In its response to the report, the Government said that they were committed to levelling up life expectancy. They have not yet set out how they will invest in preventive services in order to meet their 2019 general election manifesto commitment to extend healthy life expectancy by 2035, and to narrow the gap between the richest and the poorest. Health prevention and early intervention in education were not a focus of the March 2021 Budget. To date, levelling-up announcements have largely focused on physical infrastructure and skills. How will the Government address this in the forthcoming spending review? The role of charities, community groups, volunteers and the private sector as key public service providers must also be recognised. They must be given appropriate support and encouragement.
Witnesses told us that the procurement guidance, introduced by the Cabinet Office in response to the pandemic, granted local public service commissioners greater flexibility to award long-term funding and contracts based on social value, rather than just the lowest cost. We were disappointed that the Transforming Public Procurement Green Paper failed to embed those flexibilities. It did not differentiate between the commercial purchasing of goods from the private sector and the commissioning of services for people, whether delivered by the voluntary sector or by other organisations to meet the needs of the local community. In recent letters to the Government, we have urged them to work with the voluntary sector and with commissioning experts to ensure that the procurement Bill promotes social value and delivers long-term funding agreements for charities delivering services. Can the Minister update us on progress in engaging the voluntary sector on this issue?
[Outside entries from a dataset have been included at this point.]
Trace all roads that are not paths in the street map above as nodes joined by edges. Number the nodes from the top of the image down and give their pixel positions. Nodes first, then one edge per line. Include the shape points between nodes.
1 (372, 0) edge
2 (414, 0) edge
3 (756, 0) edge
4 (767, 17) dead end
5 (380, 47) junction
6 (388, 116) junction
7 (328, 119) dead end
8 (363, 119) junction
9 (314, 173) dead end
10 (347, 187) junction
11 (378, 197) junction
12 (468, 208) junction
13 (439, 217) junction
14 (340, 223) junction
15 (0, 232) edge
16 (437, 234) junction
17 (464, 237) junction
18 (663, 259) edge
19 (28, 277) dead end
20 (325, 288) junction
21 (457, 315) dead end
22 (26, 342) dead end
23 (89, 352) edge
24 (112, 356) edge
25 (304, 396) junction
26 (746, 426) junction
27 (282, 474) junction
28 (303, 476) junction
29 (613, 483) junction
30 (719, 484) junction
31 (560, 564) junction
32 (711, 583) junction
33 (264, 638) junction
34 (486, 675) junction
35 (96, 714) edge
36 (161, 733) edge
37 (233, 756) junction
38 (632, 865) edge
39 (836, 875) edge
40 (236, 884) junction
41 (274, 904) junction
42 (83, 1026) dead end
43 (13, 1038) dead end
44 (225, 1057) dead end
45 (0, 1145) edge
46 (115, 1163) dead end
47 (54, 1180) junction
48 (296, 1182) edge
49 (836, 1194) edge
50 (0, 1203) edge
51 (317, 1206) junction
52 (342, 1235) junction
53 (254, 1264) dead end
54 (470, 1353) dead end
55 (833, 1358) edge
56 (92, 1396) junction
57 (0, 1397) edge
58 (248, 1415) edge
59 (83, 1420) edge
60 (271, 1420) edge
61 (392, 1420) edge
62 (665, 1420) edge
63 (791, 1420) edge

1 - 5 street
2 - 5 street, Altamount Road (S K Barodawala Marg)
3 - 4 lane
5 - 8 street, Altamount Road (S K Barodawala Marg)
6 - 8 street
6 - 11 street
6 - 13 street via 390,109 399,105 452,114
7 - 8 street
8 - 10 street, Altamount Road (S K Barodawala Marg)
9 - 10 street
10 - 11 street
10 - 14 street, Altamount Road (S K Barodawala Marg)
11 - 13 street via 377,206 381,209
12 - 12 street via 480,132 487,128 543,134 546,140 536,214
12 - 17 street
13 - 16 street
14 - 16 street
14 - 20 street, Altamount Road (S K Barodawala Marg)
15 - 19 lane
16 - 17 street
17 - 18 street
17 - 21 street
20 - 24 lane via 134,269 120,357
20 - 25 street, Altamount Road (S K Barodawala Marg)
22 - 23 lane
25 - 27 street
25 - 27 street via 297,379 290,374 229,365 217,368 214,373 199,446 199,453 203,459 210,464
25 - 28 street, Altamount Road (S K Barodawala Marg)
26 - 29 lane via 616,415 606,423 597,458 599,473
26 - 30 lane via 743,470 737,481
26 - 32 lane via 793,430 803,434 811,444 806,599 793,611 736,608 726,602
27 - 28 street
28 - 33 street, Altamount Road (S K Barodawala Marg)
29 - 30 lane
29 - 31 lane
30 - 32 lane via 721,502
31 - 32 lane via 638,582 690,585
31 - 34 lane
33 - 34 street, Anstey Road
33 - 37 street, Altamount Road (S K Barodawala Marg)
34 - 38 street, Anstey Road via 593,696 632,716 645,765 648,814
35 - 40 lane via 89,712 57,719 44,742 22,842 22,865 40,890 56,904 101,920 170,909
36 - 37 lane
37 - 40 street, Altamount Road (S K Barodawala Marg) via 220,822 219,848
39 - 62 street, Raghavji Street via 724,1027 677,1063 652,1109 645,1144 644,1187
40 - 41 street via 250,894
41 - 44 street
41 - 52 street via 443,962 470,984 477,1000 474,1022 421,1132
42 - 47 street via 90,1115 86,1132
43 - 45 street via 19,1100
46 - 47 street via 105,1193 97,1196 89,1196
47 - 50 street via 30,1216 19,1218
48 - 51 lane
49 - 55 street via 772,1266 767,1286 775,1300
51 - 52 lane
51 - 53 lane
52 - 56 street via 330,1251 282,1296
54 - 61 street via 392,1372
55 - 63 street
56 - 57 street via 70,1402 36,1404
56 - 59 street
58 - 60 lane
Another principle is that public services require a fundamentally different, vastly more flexible approach to data sharing. The Information Commissioner wrote to us as part of our current inquiry on children’s vulnerability. In her letter, she acknowledged that the current threshold for sharing data on children was too high and that her office would be working with the Department for Education to update its data-sharing guidance. Can the Minister tell us how this important work is progressing?
We argue that integrating services to meet the diverse needs of individuals and communities is best achieved by public service providers working together at local level. This should be supported by joined-up working across government departments at national level. I welcome the establishment of a Cabinet committee. Will the Minister set out how this committee will co-ordinate government activity to improve data sharing and integration? Local services and front-line workers must be given the resources and autonomy to improve, and innovate in, the delivery of services. How will the Government use the forthcoming levelling-up and devolution White Papers to achieve this?
People themselves are best placed to understand how services should meet their needs, strengthen their resilience and support them to thrive. I am running out of time, so I cannot go into this in detail. It is critical that the government strategy for public service reform takes this as its core in the months and years ahead. If people and places are to be resilient in the face of future crises, services must have political and financial support, as well as autonomy, to be truly preventive and integrated around the needs of their local area and people. They must have the places and the people they serve at their heart. I beg to move.